His agent, Brian Barsbaugh, confirmed the death but did not give a cause of death.
Mr. Branson’s career trajectory parallels the history of poker in America, from illegal obscurity to mainstream entertainment.
ranking bluff magazine As one of the most influential players of all time, Mr. Branson has won 10 World Series of Poker tournaments, including Main Event titles in 1976 and 1977. He was the first player to win his $1 million in tournament play and ended that career. $6.2 million In live earnings — but that’s just what he gets in public.
Until recently, Mr. Branson was also involved in private games with staggering stakes, sometimes winning (or losing) millions of dollars a month. His wife, she felt, was angry with him at times.
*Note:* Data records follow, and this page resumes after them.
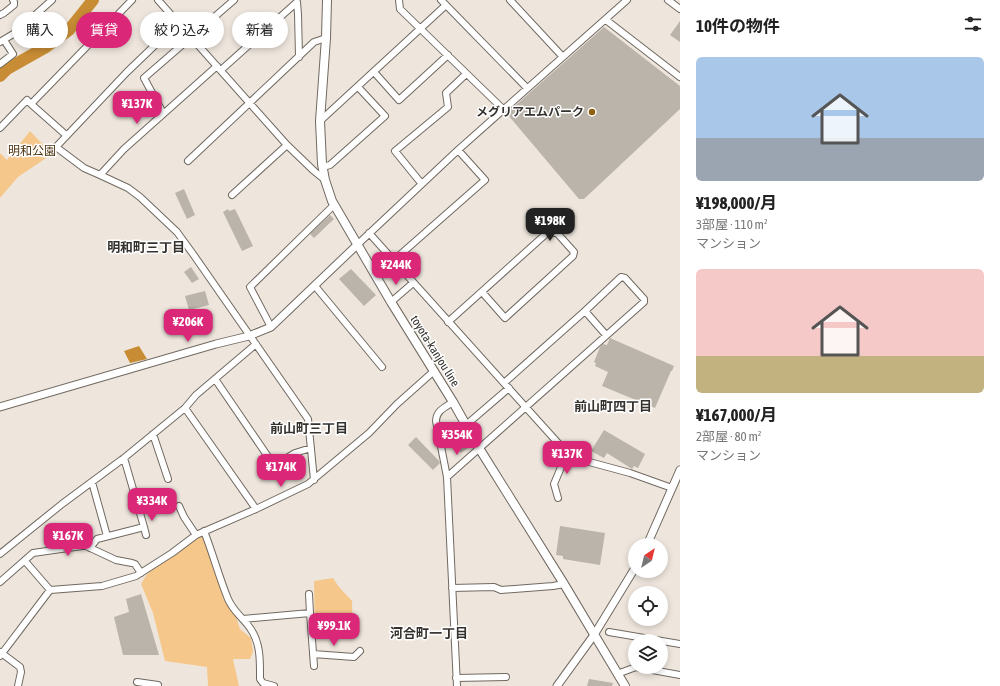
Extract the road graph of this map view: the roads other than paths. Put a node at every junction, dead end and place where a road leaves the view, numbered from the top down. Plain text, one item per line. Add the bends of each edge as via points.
1 (12, 0) edge
2 (52, 0) edge
3 (132, 0) edge
4 (158, 0) edge
5 (234, 0) edge
6 (327, 0) edge
7 (399, 0) edge
8 (441, 0) edge
9 (510, 0) edge
10 (627, 0) edge
11 (668, 0) edge
12 (296, 1) edge
13 (446, 5) junction
14 (680, 9) edge
15 (168, 12) edge
16 (221, 12) edge
17 (0, 15) edge
18 (606, 20) junction
19 (420, 29) junction
20 (326, 38) junction
21 (2, 41) edge
22 (152, 48) edge
23 (180, 48) edge
24 (201, 48) edge
25 (448, 55) junction
26 (562, 56) junction
27 (299, 57) junction
28 (0, 64) edge
29 (219, 68) junction
30 (374, 72) junction
31 (466, 74) junction
32 (680, 77) edge
33 (358, 87) junction
34 (527, 88) junction
35 (250, 103) junction
36 (31, 104) junction
37 (502, 109) junction
38 (164, 113) junction
39 (320, 121) junction
40 (0, 128) edge
41 (66, 135) junction
42 (287, 145) junction
43 (458, 150) junction
44 (188, 161) dead end
45 (323, 167) junction
46 (100, 175) junction
47 (325, 180) junction
48 (421, 183) junction
49 (232, 195) dead end
50 (334, 205) junction
51 (369, 234) junction
52 (357, 245) junction
53 (393, 261) junction
54 (413, 283) junction
55 (314, 286) junction
56 (482, 292) junction
57 (391, 302) junction
58 (585, 312) junction
59 (448, 322) junction
60 (270, 327) junction
61 (606, 335) junction
62 (249, 336) junction
63 (256, 344) junction
64 (382, 367) dead end
65 (434, 371) junction
66 (215, 379) junction
67 (504, 383) junction
68 (509, 388) junction
69 (453, 402) junction
70 (525, 406) junction
71 (0, 407) edge
72 (185, 408) junction
73 (466, 425) junction
74 (153, 434) junction
75 (311, 448) junction
76 (479, 448) junction
77 (567, 453) junction
78 (124, 458) junction
79 (680, 470) edge
80 (447, 477) junction
81 (168, 479) dead end
82 (314, 480) junction
83 (92, 482) junction
84 (672, 488) junction
85 (558, 498) dead end
86 (180, 506) dead end
87 (256, 509) junction
88 (144, 527) junction
89 (204, 532) junction
90 (146, 535) dead end
91 (196, 535) junction
92 (107, 536) junction
93 (650, 538) edge
94 (90, 548) junction
95 (0, 554) edge
96 (25, 561) junction
97 (142, 573) junction
98 (629, 578) edge
99 (0, 582) edge
100 (564, 584) junction
101 (452, 588) junction
102 (50, 590) junction
103 (309, 594) dead end
104 (310, 613) junction
105 (243, 619) junction
106 (609, 632) dead end
107 (594, 635) junction
108 (680, 644) edge
109 (360, 651) dead end
110 (1, 654) edge
111 (313, 654) junction
112 (314, 666) dead end
113 (618, 674) junction
114 (680, 675) edge
115 (506, 677) dead end
116 (456, 678) junction
117 (141, 683) edge
118 (158, 685) dead end
119 (18, 686) edge
120 (274, 686) edge
121 (457, 686) edge
122 (557, 686) edge
123 (625, 686) edge

1 - 17 street via 14,5
2 - 21 street via 15,33
3 - 36 street
4 - 15 street
5 - 16 street
6 - 20 main road, toyota-kanjou line
7 - 19 street via 400,9
8 - 13 street
9 - 26 street
10 - 18 street
11 - 14 street
12 - 27 street
12 - 29 street
13 - 19 street
13 - 34 street
18 - 26 street
18 - 32 street
19 - 25 street
19 - 30 street
20 - 27 street via 314,42
20 - 39 main road, toyota-kanjou line
21 - 28 street via 13,54
22 - 41 street
23 - 38 street via 144,78
24 - 29 street
25 - 30 street via 399,100
25 - 31 street
26 - 34 street
27 - 35 street
29 - 35 street
29 - 38 street
30 - 33 street
31 - 37 street
31 - 48 street via 446,93 448,107 395,152
33 - 39 street
33 - 45 street via 385,116 330,165
34 - 37 street
35 - 42 street
35 - 44 street
36 - 40 street via 27,100
36 - 41 street
37 - 43 street
38 - 46 street
39 - 45 main road, toyota-kanjou line
41 - 46 street via 56,147 84,168
42 - 47 street
42 - 49 street
43 - 48 street
43 - 53 street via 485,180
45 - 47 main road, toyota-kanjou line
46 - 62 street via 128,188 177,232
47 - 50 main road, toyota-kanjou line
48 - 51 street
50 - 52 main road, toyota-kanjou line
50 - 60 street via 250,287
51 - 52 street
51 - 53 street
52 - 55 street
52 - 57 main road, toyota-kanjou line
53 - 54 street
54 - 57 street
54 - 59 street
55 - 60 street
55 - 64 street
56 - 56 street via 547,233 557,233 574,252 505,318
56 - 59 street
57 - 65 main road, toyota-kanjou line
58 - 61 street
58 - 61 street via 621,277 625,278 644,302
58 - 67 street
59 - 67 street
60 - 62 street
61 - 70 street
62 - 63 street
62 - 71 street
63 - 66 street
63 - 75 street via 308,419
65 - 69 main road, toyota-kanjou line
65 - 82 street via 369,433
66 - 72 street
66 - 75 street via 271,461 277,464 295,453
67 - 68 street
68 - 70 street
68 - 73 street
69 - 73 main road, toyota-kanjou line
69 - 80 street via 436,416
70 - 76 street
70 - 77 street
72 - 74 street
72 - 87 street
73 - 76 main road, toyota-kanjou line
74 - 78 street
74 - 81 street
75 - 82 street
76 - 80 street
76 - 100 main road, toyota-kanjou line
77 - 84 street
77 - 85 street via 554,484
78 - 83 street
78 - 88 street
79 - 84 street
80 - 101 street
82 - 87 street
83 - 92 street
83 - 95 street
84 - 93 street
86 - 91 street
87 - 89 street
88 - 90 street
88 - 92 street
89 - 91 street
89 - 105 street via 228,599
91 - 97 street
92 - 94 street via 97,539
94 - 96 street via 82,546 33,554
94 - 97 street via 116,560 132,562
96 - 99 street
96 - 102 street
97 - 102 street via 102,586
98 - 107 street
100 - 101 street via 501,590 494,587
100 - 107 main road, toyota-kanjou line
101 - 116 street
102 - 110 street
103 - 104 street
104 - 105 street
104 - 111 street
105 - 120 street via 255,637 259,650 260,679 263,683
106 - 108 street
107 - 113 main road, toyota-kanjou line
107 - 122 street
109 - 111 street via 354,657
110 - 119 street via 20,667
111 - 112 street
113 - 114 street via 636,667
113 - 123 main road, toyota-kanjou line
115 - 116 street
116 - 121 street
117 - 118 street

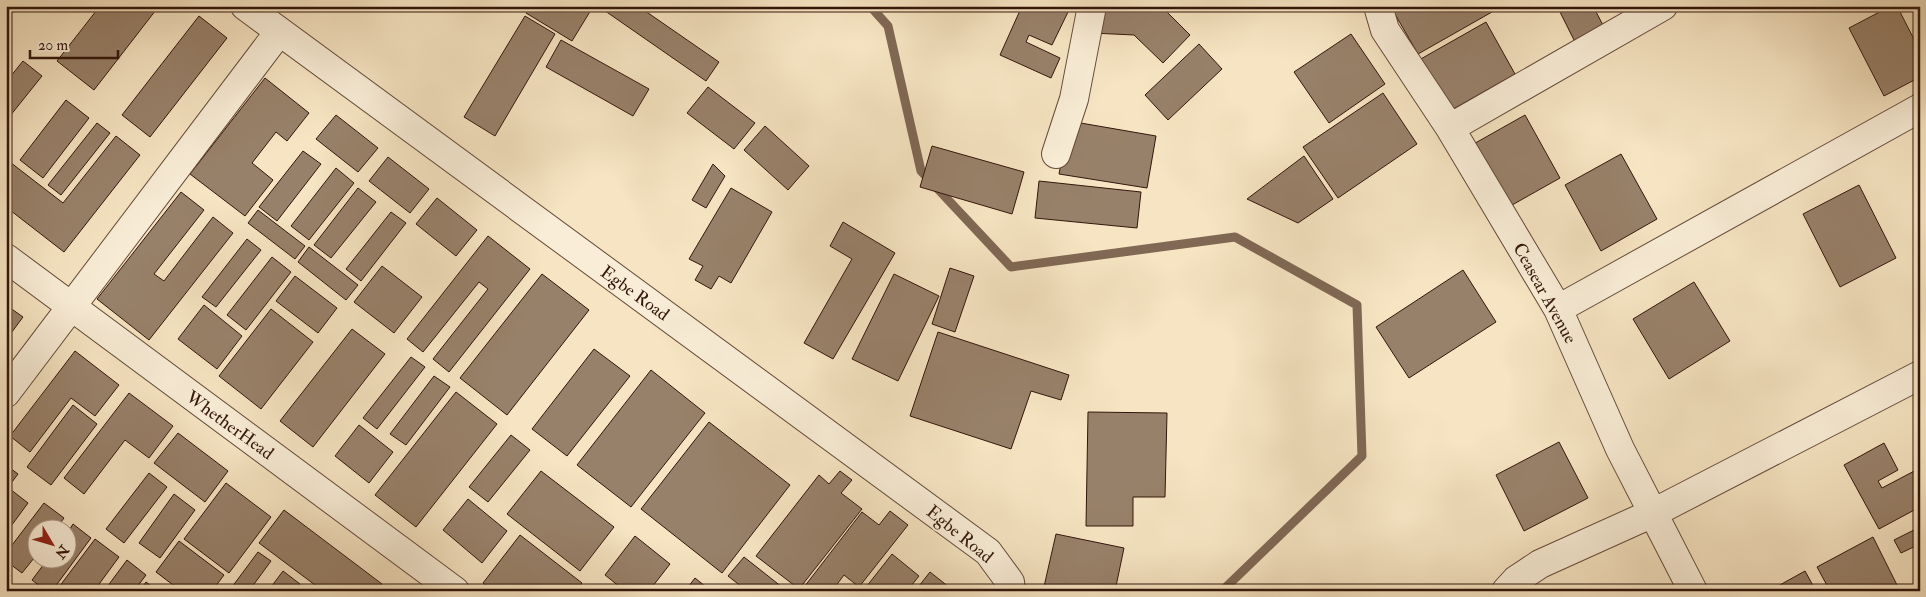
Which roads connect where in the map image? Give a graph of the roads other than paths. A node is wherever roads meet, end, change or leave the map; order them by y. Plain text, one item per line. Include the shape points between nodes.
1 (245, 6) edge
2 (1092, 6) edge
3 (1378, 6) edge
4 (1655, 8) edge
5 (279, 32) junction
6 (1920, 108) edge
7 (1450, 128) junction
8 (1056, 154) dead end
9 (6, 258) edge
10 (70, 307) junction
11 (1558, 309) junction
12 (1920, 375) edge
13 (6, 393) edge
14 (1653, 513) junction
15 (455, 591) edge
16 (1011, 591) edge
17 (1506, 591) edge
18 (1693, 591) edge

1 - 5 street, Egbe Road
2 - 8 street via 1074,99
3 - 7 street, Ceasear Avenue via 1386,30
4 - 7 street
5 - 10 street
5 - 16 street, Egbe Road via 988,552 1010,582
6 - 11 street
7 - 11 street, Ceasear Avenue
9 - 10 street, WhetherHead
10 - 13 street
10 - 15 street, WhetherHead
11 - 14 street, Ceasear Avenue via 1620,449
12 - 14 street
14 - 17 street via 1540,564
14 - 18 street, Ceasear Avenue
“But this is what I do,” he said told Texas Monthly last year. “That’s what I’ve always done. And if I fall dead on a table in the middle of a monster pot, hell, I’ll die a happy man.”
In the early 1950s, he played in the backrooms of bars and other adult establishments in the seedy neighborhoods of Fort Worth’s Exchange Avenue.
“Exchange Avenue was probably the most dangerous street in America,” he explained to The Texas Monthly. “There were only thieves and pimps and hitmen there. It was amazing.”
Mr. Branson always carried a pistol. (When asked if he had ever used one, he said, “No comment.”) One night, someone interrupted the game and fired a loaded gun at a player’s head. Mr. Branson flew away with the chip and hid in a stream.
Another night, this time in Austin, armed robbers broke in, took the cash from the table and ordered the gamblers to line up against the wall and pull down their trousers. The bandits threatened to blow your feet off if you hid money.
Suddenly, the players started throwing $100 bills on the floor.
Mr. Branson was philosophical about the mayhem.
“Don’t worry about money at all,” he told the New York Times. “You have to look at it as an action, money as a unit. What you’re trying to do is get as many units as you can.”
Mr. Branson eventually joined the other players and traveled all over Texas playing private games with doctors, lawyers and other professionals, where more money was at stake and violence was certain. was declining.
In the early 1960s, he moved to Las Vegas, where poker was thriving. He competed in the 1st World Series of Poker event in his 1970.
A few years later, the World Series games were being televised. ESPN began broadcasting the event in his 1980s and interest grew steadily. Mr. Branson has become one of the most recognizable faces in the game, always with his cowboy hat on his head. he was astonishingly wealthy, reportedly Built the Titanic and invested millions of dollars to find Noah’s Ark.
Mr. Branson has also authored several books on poker. “Doyle Brunson’s Supersystem” In it he explained his method. The book and its subsequent sequels became the bible of sports, appearing in the opening scenes of gambling movies. “Rounders” (1998) Starring Matt Damon.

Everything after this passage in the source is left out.